L’ambasciatore del Myanmar ha chiesto alle Nazioni Unite di usare ogni mezzo necessario per fermare il colpo di stato militare. I manifestanti sono scesi in strada e la polizia ha represso le proteste con la forza.

Cos’è successo in Myanmar

Il Myanmar (ex Birmania) è in crisi da quando l’esercito ha preso il potere il 1° febbraio scorso. I militari hanno arrestato il leader del governo, Aung San Suu Kyi, ed alti funzionari del partito. La Lega Nazionale per la Democrazia aveva vinto le elezioni di novembre, ma i soldati lamentavano una frode, poi smentita dalla commissione elettorale. L’ambasciatore del Myanmar si è rivolto dunque alle Nazioni Unite, chiedendo di fermare l’escalation e proteggere il popolo del Myanmar. “Abbiamo bisogno di ulteriori azioni, più forti possibili, da parte della comunità internazionale. Bisogna porre fine al colpo di stato militare. Bisogna restituire il potere statale al popolo e ripristinare la democrazia”.

L’appello di Kyaw Moe Tun

Kyaw Moe Tun ha chiesto che le Nazioni Unite non riconoscano il governo militare e non cooperino con esso. “Continueremo a lottare per un governo, che è del popolo, dal popolo, per il popolo”, ha detto Kyaw Moe Tun. L’inviato speciale delle Nazioni Unite per il Myanmar, Christine Schraner Burgener, spinge perché l’organismo mondiale dia un chiaro impulso a sostegno della democrazia. “Non c’è giustificazione per le azioni dei militari. Dobbiamo continuare a chiedere il capovolgimento di questa situazione inammissibile”, ha detto la Burgener all’Assemblea Generale.

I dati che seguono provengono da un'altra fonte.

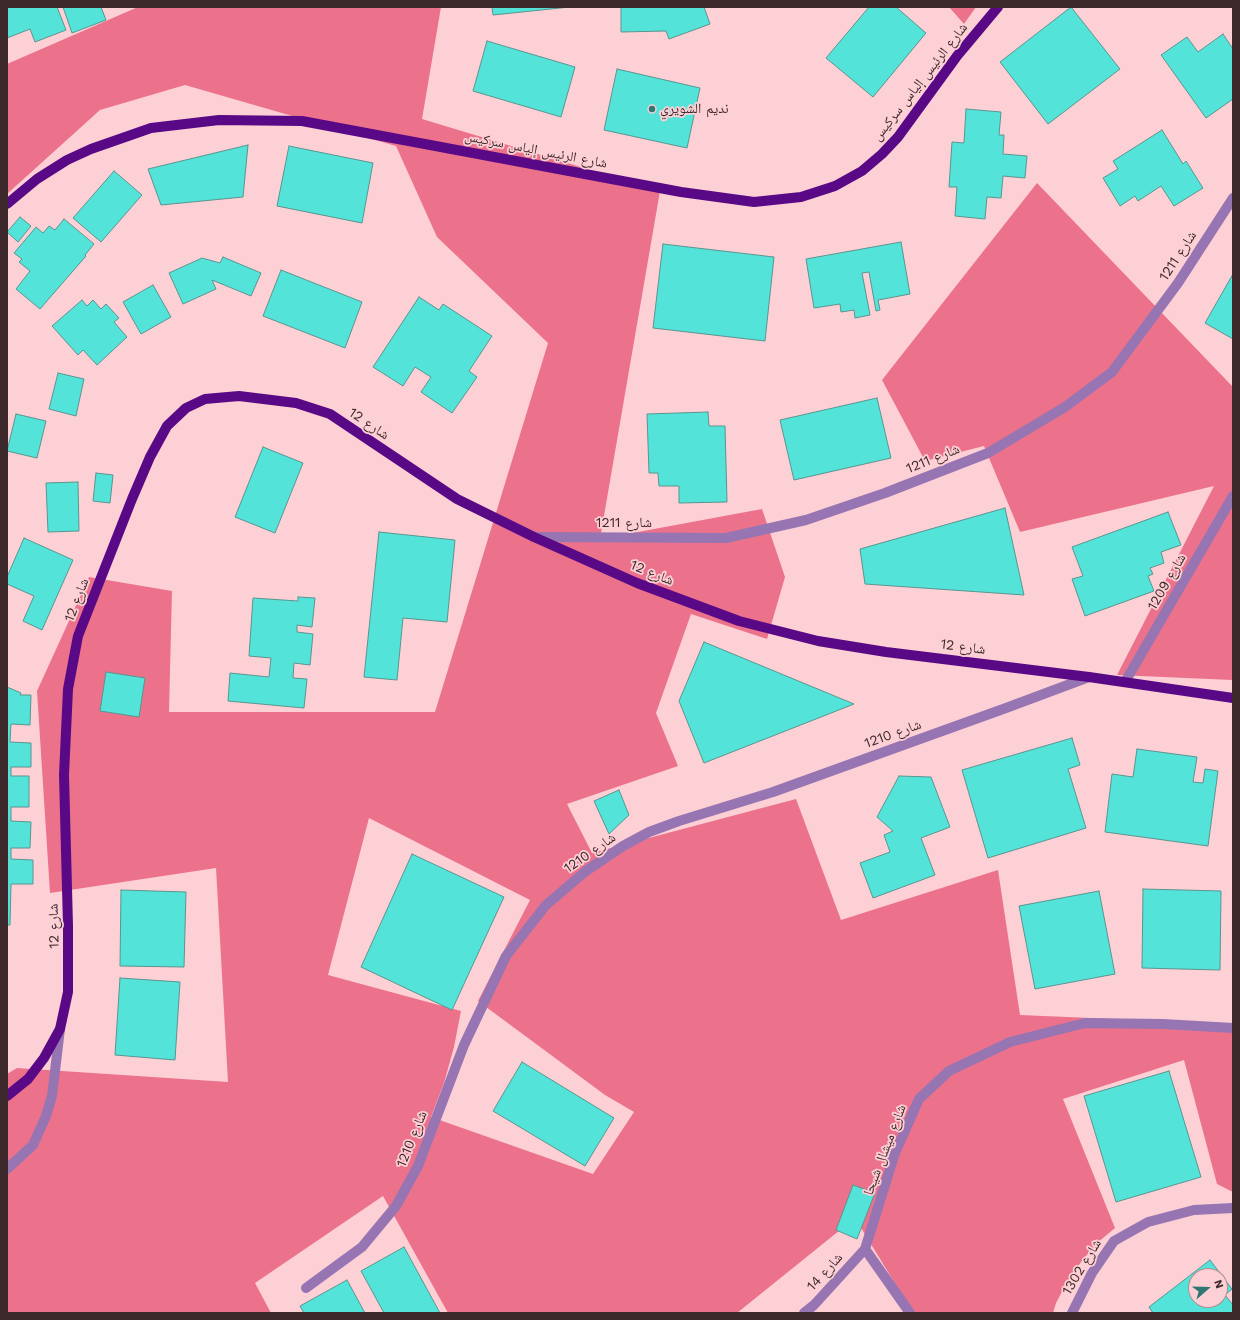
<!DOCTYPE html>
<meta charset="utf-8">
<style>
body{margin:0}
#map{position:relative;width:1240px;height:1320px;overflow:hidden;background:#fdd0d6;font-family:"Work Sans",sans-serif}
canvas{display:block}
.frame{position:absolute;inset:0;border:8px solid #3d292c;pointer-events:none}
.north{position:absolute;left:1188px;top:1268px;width:40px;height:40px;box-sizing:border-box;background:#fdd0d6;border:1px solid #b08d92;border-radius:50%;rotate:70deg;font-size:11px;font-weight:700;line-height:16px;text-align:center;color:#3d292c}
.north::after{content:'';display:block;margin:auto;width:14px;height:18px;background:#2f7872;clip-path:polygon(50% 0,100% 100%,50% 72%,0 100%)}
</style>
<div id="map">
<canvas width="1240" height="1320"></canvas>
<div class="frame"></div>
<div class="north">N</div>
</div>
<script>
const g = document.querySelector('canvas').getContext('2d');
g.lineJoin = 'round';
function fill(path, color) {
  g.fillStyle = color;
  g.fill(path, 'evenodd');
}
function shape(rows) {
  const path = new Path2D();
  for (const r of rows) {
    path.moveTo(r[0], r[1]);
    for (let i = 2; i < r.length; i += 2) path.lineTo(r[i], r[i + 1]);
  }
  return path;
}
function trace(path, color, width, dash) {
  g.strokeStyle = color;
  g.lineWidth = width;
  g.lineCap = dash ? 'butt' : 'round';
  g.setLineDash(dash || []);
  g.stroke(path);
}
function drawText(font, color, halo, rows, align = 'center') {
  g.font = font + ' "Work Sans","Noto Naskh Arabic",sans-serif';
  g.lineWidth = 3.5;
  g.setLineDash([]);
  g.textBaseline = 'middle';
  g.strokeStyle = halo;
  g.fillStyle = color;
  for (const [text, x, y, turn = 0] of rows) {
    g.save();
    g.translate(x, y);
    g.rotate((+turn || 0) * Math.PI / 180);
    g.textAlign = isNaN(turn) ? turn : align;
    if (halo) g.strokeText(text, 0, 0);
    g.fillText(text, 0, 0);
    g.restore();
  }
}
fill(shape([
 [138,7,441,7,422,119,660,191,600,539,762,509,785,577,767,639,691,614,656,713,678,766,567,804,592,853,796,799,841,920,998,870,1020,1015,1233,1024,1233,1192,1217,1184,1184,1060,1063,1099,1115,1228,1097,1243,1081,1262,1067,1282,1056,1303,1053,1313,913,1313,855,1218,737,1313,448,1313,383,1196,255,1283,271,1313,7,1313,7,1074,17,1068,228,1082,216,868,50,893,37,691,89,577,172,591,169,712,435,712,548,343,437,237,396,146,185,85,100,110,7,194,7,64],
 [369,818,530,900,478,1001,605,1095,634,1112,593,1174,431,1117,444,1083,454,1047,461,1011,328,975],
 [949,7,976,7,964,24],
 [1037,183,1233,387,1233,694,1232,680,1117,675,1214,486,1020,532,984,446,925,461,882,380]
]), '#ec728c');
const building = shape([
 [7,7,57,7,66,30,35,42,30,29,7,38,7,7],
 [63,7,101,7,106,20,72,33,63,7],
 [492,7,570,7,493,15,492,7],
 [621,7,704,7,710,24,669,39,666,31,621,32,621,7],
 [869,7,896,7,926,33,873,97,826,58,869,7],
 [1071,7,1120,69,1048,124,1000,62,1071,7],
 [1223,34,1233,49,1233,99,1206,118,1161,55,1187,37,1198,52,1223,34],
 [487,41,575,67,561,117,473,91,487,41],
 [617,69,700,88,687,148,604,130,617,69],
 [966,109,1001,112,999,135,1004,135,1003,154,1027,156,1025,178,1003,176,1001,198,987,197,985,219,955,216,957,187,949,187,952,142,964,143,966,109],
 [1162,130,1183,164,1186,161,1203,188,1174,206,1161,186,1138,201,1135,196,1120,206,1103,178,1118,169,1113,161,1162,130],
 [248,145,243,197,161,205,148,169,248,145],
 [289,146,373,163,362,223,277,206,289,146],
 [114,171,142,195,101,242,73,218,114,171],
 [20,217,31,226,18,242,7,232,20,217],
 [64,219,94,244,85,255,86,256,40,309,16,289,30,271,19,262,22,259,14,253,36,227,43,233,49,226,55,230,64,219],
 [901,242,910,294,878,300,880,310,876,311,869,272,862,273,870,315,855,318,854,310,841,312,840,304,814,308,806,259,901,242],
 [663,244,774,257,765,341,653,328,663,244],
 [223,257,261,273,251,296,212,280,216,289,183,304,169,273,202,258,220,263,223,257],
 [281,270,362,302,345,348,263,316,281,270],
 [1233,274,1233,339,1205,323,1233,274],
 [153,285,171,317,141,334,123,302,153,285],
 [419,297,439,310,443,304,492,336,469,371,477,377,452,413,421,392,431,377,415,367,403,386,373,367,419,297],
 [82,300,87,306,93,300,101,309,106,304,119,318,114,322,127,337,97,365,83,350,78,355,52,326,82,300],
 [58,373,84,379,76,416,49,409,58,373],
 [877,398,891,458,794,480,780,420,877,398],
 [708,412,709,426,725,426,727,502,679,503,679,486,659,486,658,473,649,473,647,414,708,412],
 [16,414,46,421,37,458,7,451,16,414],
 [263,447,303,463,275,533,235,517,263,447],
 [96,473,113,475,110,503,93,501,96,473],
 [78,482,79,531,48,532,46,483,78,482],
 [1005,508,1024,595,865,584,860,549,1005,508],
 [1168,512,1181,545,1161,552,1164,563,1150,568,1153,574,1148,576,1154,591,1085,616,1072,579,1083,576,1072,547,1168,512],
 [379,532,455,540,447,622,403,618,397,680,364,677,379,532],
 [24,538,73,560,42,630,23,621,34,596,7,584,7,577,24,538],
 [298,597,315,598,312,627,297,625,297,632,313,634,310,665,294,663,293,678,307,679,304,708,228,701,230,673,269,677,271,658,249,656,253,598,298,601,298,597],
 [704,642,854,704,704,763,679,701,704,642],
 [106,672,145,678,139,717,100,711,106,672],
 [7,687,21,693,20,695,31,695,30,725,11,724,10,742,31,743,31,767,11,767,11,776,29,776,29,807,11,807,11,821,31,822,30,848,11,848,11,859,33,860,33,884,11,884,10,925,7,925,7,687],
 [1072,738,1080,765,1068,769,1086,828,988,858,962,770,1072,738],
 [1137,749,1197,757,1193,782,1203,783,1205,769,1218,771,1208,846,1105,832,1112,774,1133,777,1137,749],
 [899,776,931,777,950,827,921,838,935,875,873,898,860,863,890,852,884,835,893,831,877,817,899,776],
 [619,790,629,815,609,834,594,801,619,790],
 [412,854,504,897,452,1010,361,967,412,854],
 [1143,889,1221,891,1220,970,1142,968,1143,889],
 [121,890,186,892,184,967,120,966,121,890],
 [1099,891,1115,974,1035,989,1019,906,1099,891],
 [120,978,180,982,175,1060,115,1055,120,978],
 [522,1062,614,1118,585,1166,493,1111,522,1062],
 [1169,1071,1201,1177,1116,1202,1084,1096,1169,1071],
 [853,1185,875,1193,857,1239,836,1230,853,1185],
 [404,1247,440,1313,384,1313,361,1271,404,1247],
 [1210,1260,1232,1289,1225,1295,1233,1305,1233,1313,1153,1313,1149,1307,1210,1260],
 [1196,1276,1220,1276,1220,1300,1196,1300,1196,1276],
 [347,1280,365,1313,304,1313,300,1306,347,1280]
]);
fill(building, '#54e3d9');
trace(building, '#58958f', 1);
trace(shape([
 [534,537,726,538,806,520,885,493,988,453,1065,407,1112,372,1178,283,1233,198],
 [1125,682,1233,496],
 [7,1169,33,1145,46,1116,52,1096,60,1029],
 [865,1249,910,1313],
 [306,1288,362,1247,396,1206,418,1166,464,1045,506,956,546,905,586,871,623,846,649,832,679,821,773,792,1006,708,1089,677],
 [804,1313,814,1305,865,1249,895,1153,919,1099,949,1071,1010,1042,1085,1023,1163,1024,1233,1028],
 [1072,1313,1092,1273,1114,1241,1148,1222,1194,1210,1233,1208]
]), '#9675b2', 10);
trace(shape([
 [7,204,37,179,67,160,91,149,151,128,219,120,302,121,681,192,754,202,801,197,835,186,862,171,882,154,898,137,957,56,998,7],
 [7,1096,28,1079,44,1058,60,1029,68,992,68,926,64,775,68,689,78,636,132,499,150,457,167,426,186,408,205,399,239,396,296,403,330,414,457,499,534,537,637,583,739,621,818,641,886,652,1089,677,1233,698]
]), '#5a0986', 10);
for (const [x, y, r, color] of [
 [652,109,4,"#2f7872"]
]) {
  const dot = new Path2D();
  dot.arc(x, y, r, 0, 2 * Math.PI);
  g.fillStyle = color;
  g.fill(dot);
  trace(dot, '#fdd0d6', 1.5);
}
drawText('14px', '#3d292c', '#fdd0d6', [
 ["شارع الرئيس إلياس سركيس",920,82,-52],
 ["شارع الرئيس إلياس سركيس",536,150,11],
 ["شارع 1211",1178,256,-57],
 ["شارع 12",369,424,34],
 ["شارع 1211",933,459,-22],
 ["شارع 1211",624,523],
 ["شارع 12",652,573,22],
 ["شارع 1209",1167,582,-60],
 ["شارع 12",77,600,-69],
 ["شارع 12",963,647,7],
 ["شارع 1210",893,734,-20],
 ["شارع 1210",590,853,-35],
 ["شارع 12",54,926,-91],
 ["شارع 1210",412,1139,-68],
 ["شارع ميشال شيحا",885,1150,-69],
 ["شارع 1302",1082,1267,-59],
 ["شارع 14",825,1272,-48]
]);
drawText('14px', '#3d292c', '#fdd0d6', [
 ["نديم الشويري",660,109]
], 'left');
</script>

Le proteste dei manifestanti

I manifestanti sono scesi in piazza ogni giorno, per più di tre settimane, chiedendo il rilascio di Aung San Suu Kyi ed il riconoscimento dei risultati delle scorse elezioni. Nella città più grande del Myanmar, Yangon, la polizia ha sparato proiettili di gomma, granate assordanti e colpi in aria per disperdere la folla. Molti gli arrestati, tra cui un giornalista giapponese. I media nazionali riferiscono di simili eventi anche a Mandalay e nella capitale, dove la polizia ha sedato i riottosi con la forza. Come se non bastasse, Aung San Suu Kyi è sparita. Una fonte della Lega Nazionale per la Democrazia ha dichiarato: “Non sappiamo più dove la tengano”.